Depois de passar algum tempo na ONG descido não voltar para o meu apartamento logo de cara e então vou ao supermercado, como a Vivinha e a Celinha viviam repetindo eu estava negligenciando a minha vida e eu tinha que concordar que elas estavam certas na maioria das vezes, como agora, a simples tarefa se fazer compras me incomodava e era por isso que eu não vinha fazendo compras ultimamente e quando a situação da minha geladeira ficava alarmante eu acabava deixando um bilhete para a dona Josefa com uma lista lhe pedindo para que comprasse. É claro que isso não era função da minha diarista e não sei como ela ainda não pediu as contas, eu venho sendo um patrão difícil nos últimos meses.

Agora andando por esses corredores me pergunto se não teria sido mais fácil fazer uma nova lista. Procurei ir em um supermercado diferente do que eu costumava ir com a Denise para fazer as nossas compras mensais, mas aparentemente não ajudou muito, mercado é tudo igual. Foco a minha mente na minha geladeira praticamente vazia e prossigo com as compras me recriminando por encontrar dificuldade em uma tarefa tão simples como essa.

Quando já estava próximo de escurecer eu pego a minha bike e deixo o meu prédio, se era para "seguir com a minha vida", porque não começar voltando a fazer uma coisa que eu adoro. Apesar de preferir a manhã para pedalar, não vou dizer que a prática não é agradável junto ao por do sol.

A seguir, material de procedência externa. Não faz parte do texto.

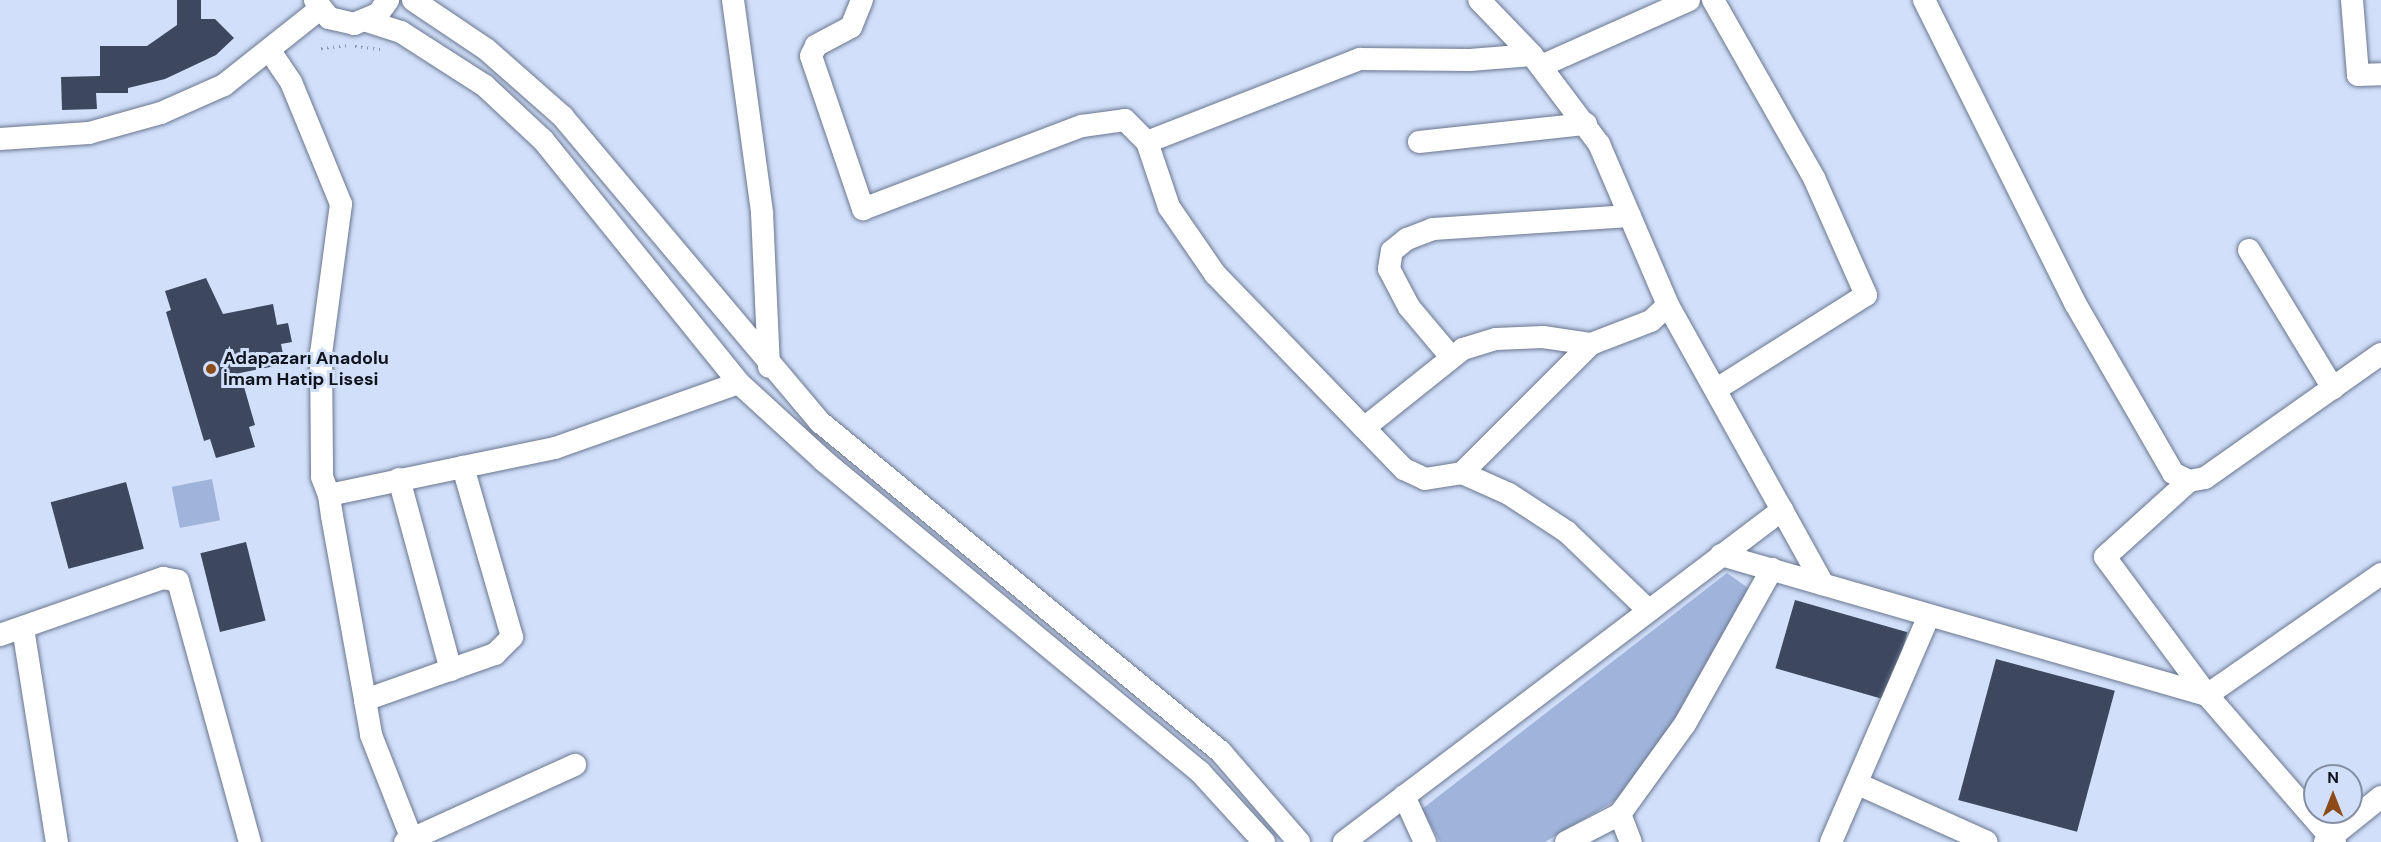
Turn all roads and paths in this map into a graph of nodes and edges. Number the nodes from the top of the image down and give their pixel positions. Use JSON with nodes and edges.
{"nodes":[{"id":1,"x":388,"y":0,"type":"edge"},
{"id":2,"x":413,"y":0,"type":"edge"},
{"id":3,"x":733,"y":0,"type":"edge"},
{"id":4,"x":862,"y":0,"type":"edge"},
{"id":5,"x":1479,"y":0,"type":"edge"},
{"id":6,"x":1689,"y":0,"type":"edge"},
{"id":7,"x":1713,"y":0,"type":"edge"},
{"id":8,"x":1924,"y":0,"type":"edge"},
{"id":9,"x":2352,"y":0,"type":"edge"},
{"id":10,"x":317,"y":4,"type":"edge"},
{"id":11,"x":367,"y":21,"type":"junction"},
{"id":12,"x":321,"y":48,"type":"dead end"},
{"id":13,"x":381,"y":49,"type":"dead end"},
{"id":14,"x":270,"y":51,"type":"junction"},
{"id":15,"x":1536,"y":60,"type":"junction"},
{"id":16,"x":2381,"y":74,"type":"edge"},
{"id":17,"x":1587,"y":124,"type":"junction"},
{"id":18,"x":0,"y":139,"type":"edge"},
{"id":19,"x":1419,"y":141,"type":"dead end"},
{"id":20,"x":1147,"y":142,"type":"junction"},
{"id":21,"x":1630,"y":216,"type":"junction"},
{"id":22,"x":2249,"y":250,"type":"dead end"},
{"id":23,"x":1668,"y":306,"type":"junction"},
{"id":24,"x":1591,"y":344,"type":"junction"},
{"id":25,"x":2381,"y":354,"type":"edge"},
{"id":26,"x":1451,"y":357,"type":"junction"},
{"id":27,"x":769,"y":367,"type":"junction"},
{"id":28,"x":739,"y":383,"type":"junction"},
{"id":29,"x":2333,"y":388,"type":"junction"},
{"id":30,"x":1718,"y":389,"type":"junction"},
{"id":31,"x":1364,"y":428,"type":"junction"},
{"id":32,"x":463,"y":467,"type":"junction"},
{"id":33,"x":1462,"y":473,"type":"junction"},
{"id":34,"x":399,"y":479,"type":"junction"},
{"id":35,"x":2189,"y":481,"type":"junction"},
{"id":36,"x":329,"y":495,"type":"junction"},
{"id":37,"x":1782,"y":510,"type":"junction"},
{"id":38,"x":1721,"y":555,"type":"junction"},
{"id":39,"x":1772,"y":569,"type":"junction"},
{"id":40,"x":2381,"y":574,"type":"edge"},
{"id":41,"x":1823,"y":584,"type":"junction"},
{"id":42,"x":1648,"y":610,"type":"junction"},
{"id":43,"x":1929,"y":615,"type":"junction"},
{"id":44,"x":23,"y":627,"type":"junction"},
{"id":45,"x":0,"y":635,"type":"edge"},
{"id":46,"x":451,"y":670,"type":"junction"},
{"id":47,"x":2207,"y":695,"type":"junction"},
{"id":48,"x":365,"y":700,"type":"junction"},
{"id":49,"x":575,"y":765,"type":"dead end"},
{"id":50,"x":1858,"y":784,"type":"junction"},
{"id":51,"x":1404,"y":796,"type":"junction"},
{"id":52,"x":2381,"y":797,"type":"edge"},
{"id":53,"x":1620,"y":813,"type":"junction"},
{"id":54,"x":2330,"y":840,"type":"edge"},
{"id":55,"x":410,"y":841,"type":"edge"},
{"id":56,"x":57,"y":842,"type":"edge"},
{"id":57,"x":250,"y":842,"type":"edge"},
{"id":58,"x":1264,"y":842,"type":"edge"},
{"id":59,"x":1299,"y":842,"type":"edge"},
{"id":60,"x":1344,"y":842,"type":"edge"},
{"id":61,"x":1425,"y":842,"type":"edge"},
{"id":62,"x":1566,"y":842,"type":"edge"},
{"id":63,"x":1630,"y":842,"type":"edge"},
{"id":64,"x":1831,"y":842,"type":"edge"},
{"id":65,"x":1987,"y":842,"type":"edge"}],
"edges":[{"from":1,"to":11,"type":"street"},
{"from":2,"to":27,"type":"street"},
{"from":3,"to":27,"type":"street"},
{"from":4,"to":20,"type":"street"},
{"from":5,"to":15,"type":"street"},
{"from":6,"to":15,"type":"street"},
{"from":7,"to":30,"type":"street"},
{"from":8,"to":35,"type":"street"},
{"from":9,"to":16,"type":"street"},
{"from":10,"to":11,"type":"street"},
{"from":10,"to":14,"type":"street"},
{"from":11,"to":28,"type":"street"},
{"from":12,"to":13,"type":"path"},
{"from":14,"to":18,"type":"street"},
{"from":14,"to":36,"type":"street"},
{"from":15,"to":17,"type":"street"},
{"from":15,"to":20,"type":"street"},
{"from":17,"to":19,"type":"street"},
{"from":17,"to":21,"type":"street"},
{"from":20,"to":31,"type":"street"},
{"from":21,"to":23,"type":"street"},
{"from":21,"to":26,"type":"street"},
{"from":22,"to":29,"type":"street"},
{"from":23,"to":24,"type":"street"},
{"from":23,"to":30,"type":"street"},
{"from":24,"to":26,"type":"street"},
{"from":24,"to":33,"type":"street"},
{"from":25,"to":29,"type":"street"},
{"from":26,"to":31,"type":"street"},
{"from":27,"to":59,"type":"street"},
{"from":28,"to":32,"type":"street"},
{"from":28,"to":58,"type":"street"},
{"from":29,"to":35,"type":"street"},
{"from":30,"to":37,"type":"street"},
{"from":31,"to":33,"type":"street"},
{"from":32,"to":34,"type":"street"},
{"from":32,"to":46,"type":"street"},
{"from":33,"to":42,"type":"street"},
{"from":34,"to":36,"type":"street"},
{"from":34,"to":46,"type":"street"},
{"from":35,"to":47,"type":"street"},
{"from":36,"to":48,"type":"street"},
{"from":37,"to":38,"type":"street"},
{"from":37,"to":41,"type":"street"},
{"from":38,"to":39,"type":"street"},
{"from":38,"to":42,"type":"street"},
{"from":39,"to":41,"type":"street"},
{"from":39,"to":53,"type":"street"},
{"from":40,"to":47,"type":"street"},
{"from":41,"to":43,"type":"street"},
{"from":42,"to":51,"type":"street"},
{"from":43,"to":47,"type":"street"},
{"from":43,"to":50,"type":"street"},
{"from":44,"to":45,"type":"street"},
{"from":44,"to":56,"type":"street"},
{"from":44,"to":57,"type":"street"},
{"from":46,"to":48,"type":"street"},
{"from":47,"to":54,"type":"street"},
{"from":48,"to":55,"type":"street"},
{"from":49,"to":55,"type":"street"},
{"from":50,"to":64,"type":"street"},
{"from":50,"to":65,"type":"street"},
{"from":51,"to":60,"type":"street"},
{"from":51,"to":61,"type":"street"},
{"from":52,"to":54,"type":"street"},
{"from":53,"to":62,"type":"street"},
{"from":53,"to":63,"type":"street"}]}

Sempre gostei dessa atividade, desde os meus tempos de solteiro eu pedalo, além de ser um passatempo ótimo para reflexão eu exercito o meu corpo e aprecio a vista, mas o que mais gosto nisso tudo é a sensação de liberdade que essa prática da, gosto de sentir o vento no rosto enquanto pedalo e me perco em meus pensamentos.

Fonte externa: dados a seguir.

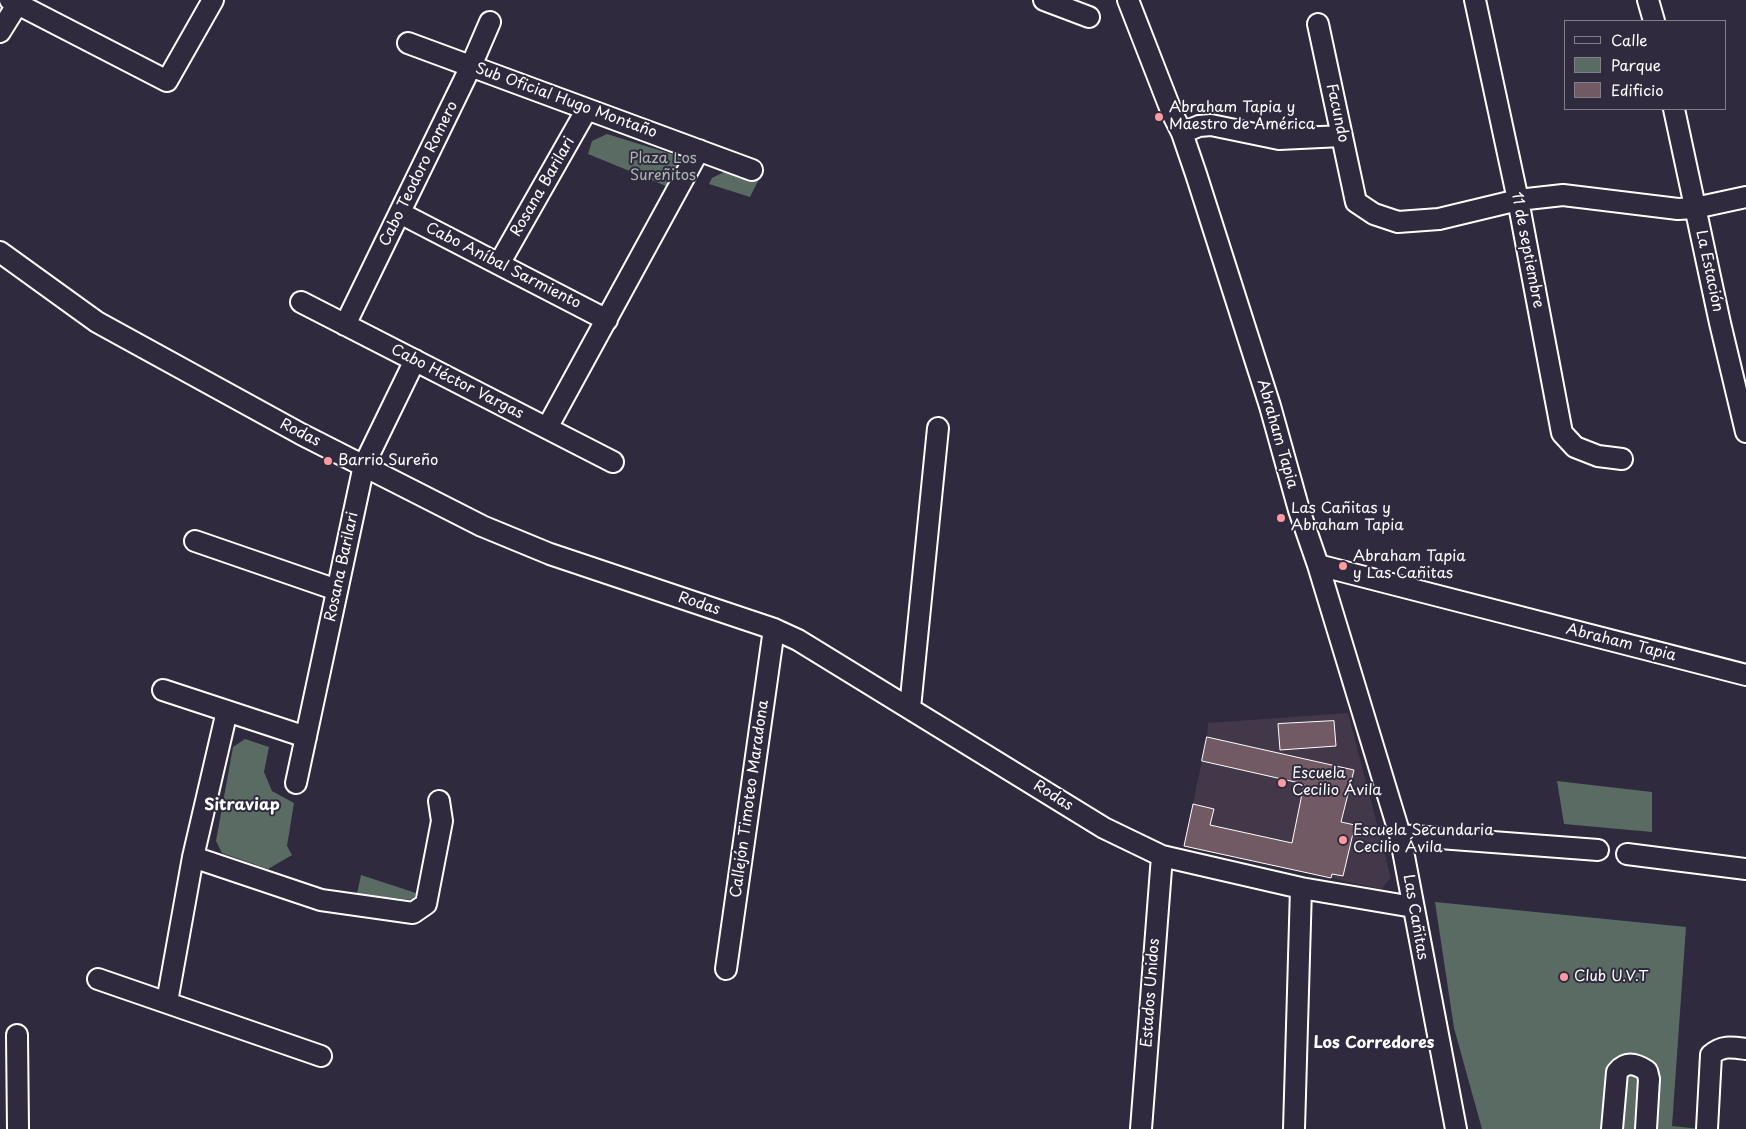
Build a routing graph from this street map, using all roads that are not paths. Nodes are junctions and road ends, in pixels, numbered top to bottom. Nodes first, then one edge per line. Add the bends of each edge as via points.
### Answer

Quando volto para o meu apartamento já chego assaltando a fruteira, recentemente abastecida e depois vou direto para o chuveiro, mais uma vez me permito um bom tempo debaixo da água parado apenas recebendo aquele jorro de águas quentes para só depois começar a me mexer e tomar um banho de verdade.

Quando vou para minha cama sinto os meus músculos protestando, já tinha desacostumado a atividade física e acabei pegando pesado no meu retorno, com certeza meus músculos não iriam deixar-me esquecer disso amanhã quando eu iniciar o meu plantão. Antes de emergir no sono a imagem da minha paciente em coma me vem em mente, não sei se era um lembrete do que teria de enfrentar amanhã quando fosse contar a família de que o seu estado talvez não se altere ou o que era, mas estava começando a me preocupar com a frequência constante dessa moça em meus pensamentos.